Changes to the highway code are set to prioritise walkers and cyclists by creating a "road user hierarchy". 

A new version of the highway code will be published this autumn after parliamentary approval, according to transport secretary Grant Shapps. 

Pedestrians will have priority at junctions and zebra crossings as part of a £338 million package to boost walking and cycling from the department of transport. 

Here's everything you need to know about the upcoming changes.

What is changing in the highway code?

Various changes are being made to the highway code. 

While some may not wildly change they way you drive, it formalises what might previously have been considered as good etiquette. 

The hierarchy will mean that those with the greatest potential to do harm, in most cases drivers, have the "greatest responsibility to reduce the danger they may pose to others". 

It essentially formally introduces already unspoken rules; for example, if a driver is alongside a cyclist and an accident occurs, the driver of the vehicle will face the toughest questioning. 

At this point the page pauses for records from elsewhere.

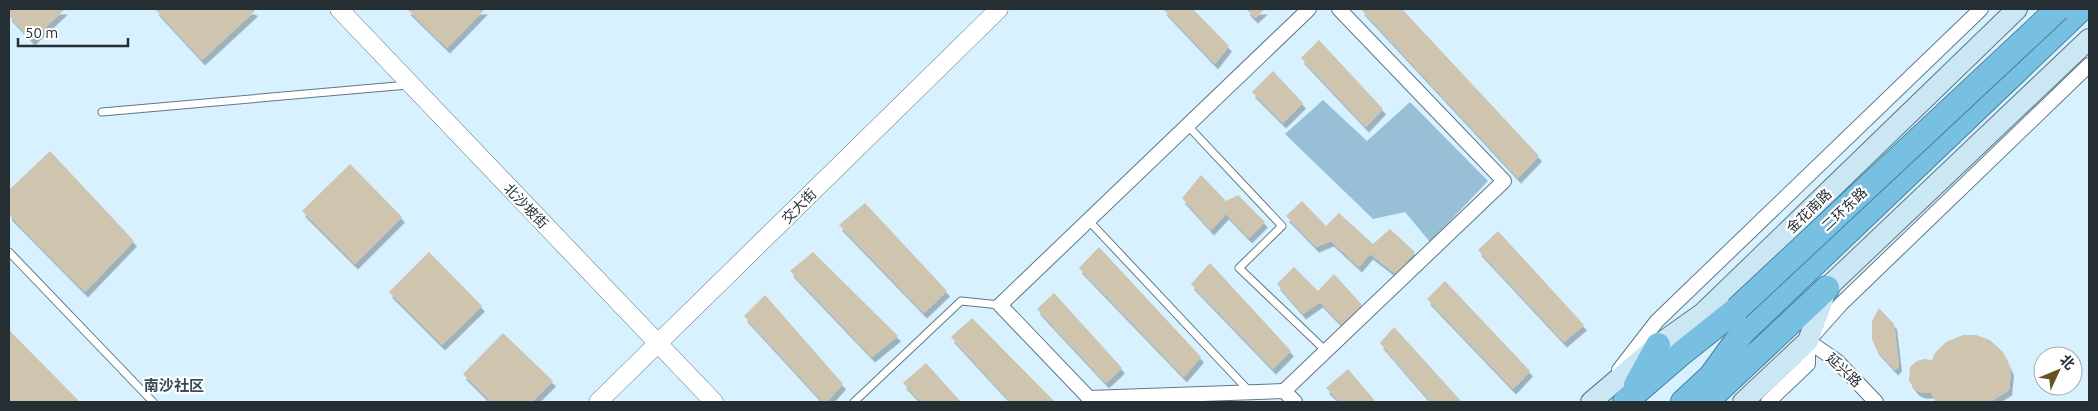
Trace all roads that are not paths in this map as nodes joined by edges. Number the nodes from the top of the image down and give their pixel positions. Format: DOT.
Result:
graph roads {
  1 [pos="338,9"];
  2 [pos="1000,9"];
  3 [pos="1309,9"];
  4 [pos="1338,9"];
  5 [pos="1981,9"];
  6 [pos="2017,9"];
  7 [pos="2058,9"];
  8 [pos="2081,9"];
  9 [pos="2089,39"];
  10 [pos="2089,65"];
  11 [pos="411,85"];
  12 [pos="102,112"];
  13 [pos="1188,126"];
  14 [pos="1088,220"];
  15 [pos="9,252"];
  16 [pos="1827,288"];
  17 [pos="1000,305"];
  18 [pos="1808,341"];
  19 [pos="658,345"];
  20 [pos="1658,345"];
  21 [pos="1326,351"];
  22 [pos="1284,391"];
  23 [pos="1250,392"];
  24 [pos="1596,398"];
  25 [pos="1087,400"];
  26 [pos="1627,400"];
  27 [pos="153,402"];
  28 [pos="598,402"];
  29 [pos="714,402"];
  30 [pos="854,402"];
  31 [pos="1295,402"];
  32 [pos="1683,402"];
  33 [pos="1706,402"];
  34 [pos="1743,402"];
  35 [pos="1768,402"];
  36 [pos="1876,402"];
  1 -- 11 [label="street, 北沙坡街"];
  2 -- 19 [label="street, 交大街"];
  3 -- 13 [label="street"];
  4 -- 21 [label="street"];
  5 -- 24 [label="street"];
  6 -- 20 [label="main road, 金花南路"];
  7 -- 26 [label="highway, 二环东路, bridge"];
  8 -- 32 [label="highway, 二环东路"];
  9 -- 16 [label="main road"];
  10 -- 18 [label="street"];
  11 -- 12 [label="lane"];
  11 -- 19 [label="street, 北沙坡街"];
  13 -- 14 [label="street"];
  13 -- 21 [label="lane"];
  14 -- 17 [label="street"];
  14 -- 23 [label="lane"];
  15 -- 27 [label="lane"];
  16 -- 18 [label="main road"];
  16 -- 33 [label="highway"];
  17 -- 25 [label="street"];
  17 -- 30 [label="lane"];
  18 -- 34 [label="main road"];
  18 -- 35 [label="street"];
  18 -- 36 [label="street, 延兴路"];
  19 -- 28 [label="street, 交大街"];
  19 -- 29 [label="street, 北沙坡街"];
  20 -- 24 [label="main road, 金花南路"];
  20 -- 26 [label="highway"];
  21 -- 22 [label="street"];
  22 -- 23 [label="street"];
  22 -- 31 [label="street"];
  23 -- 25 [label="street"];
}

In addition, cyclists will have priority when turning out of junctions, meaning drivers will need to wait for the cyclist to go first. 

Drivers will also be required to give cyclists 1.5m of space when overtaking in zones under 30mph, and 2m in areas over 30mph. 

Why has the Government introduced changes to the highway code?

Changes to the highway code have been introduced in order to encourage people to travel more sustainably, making "air cleaner and cities greener". 

Speaking on the move, Shapps said: "Millions of us have found over the past year how cycling and walking are great ways to stay fit, ease congestion on the roads and do your bit for the environment.

"As we build back greener from the pandemic, we’re determined to keep that trend going by making active travel easier and safer for everyone.

"This £338 million package marks the start of what promises to be a great summer of cycling and walking, enabling more people to make those sustainable travel choices that make our air cleaner and cities greener."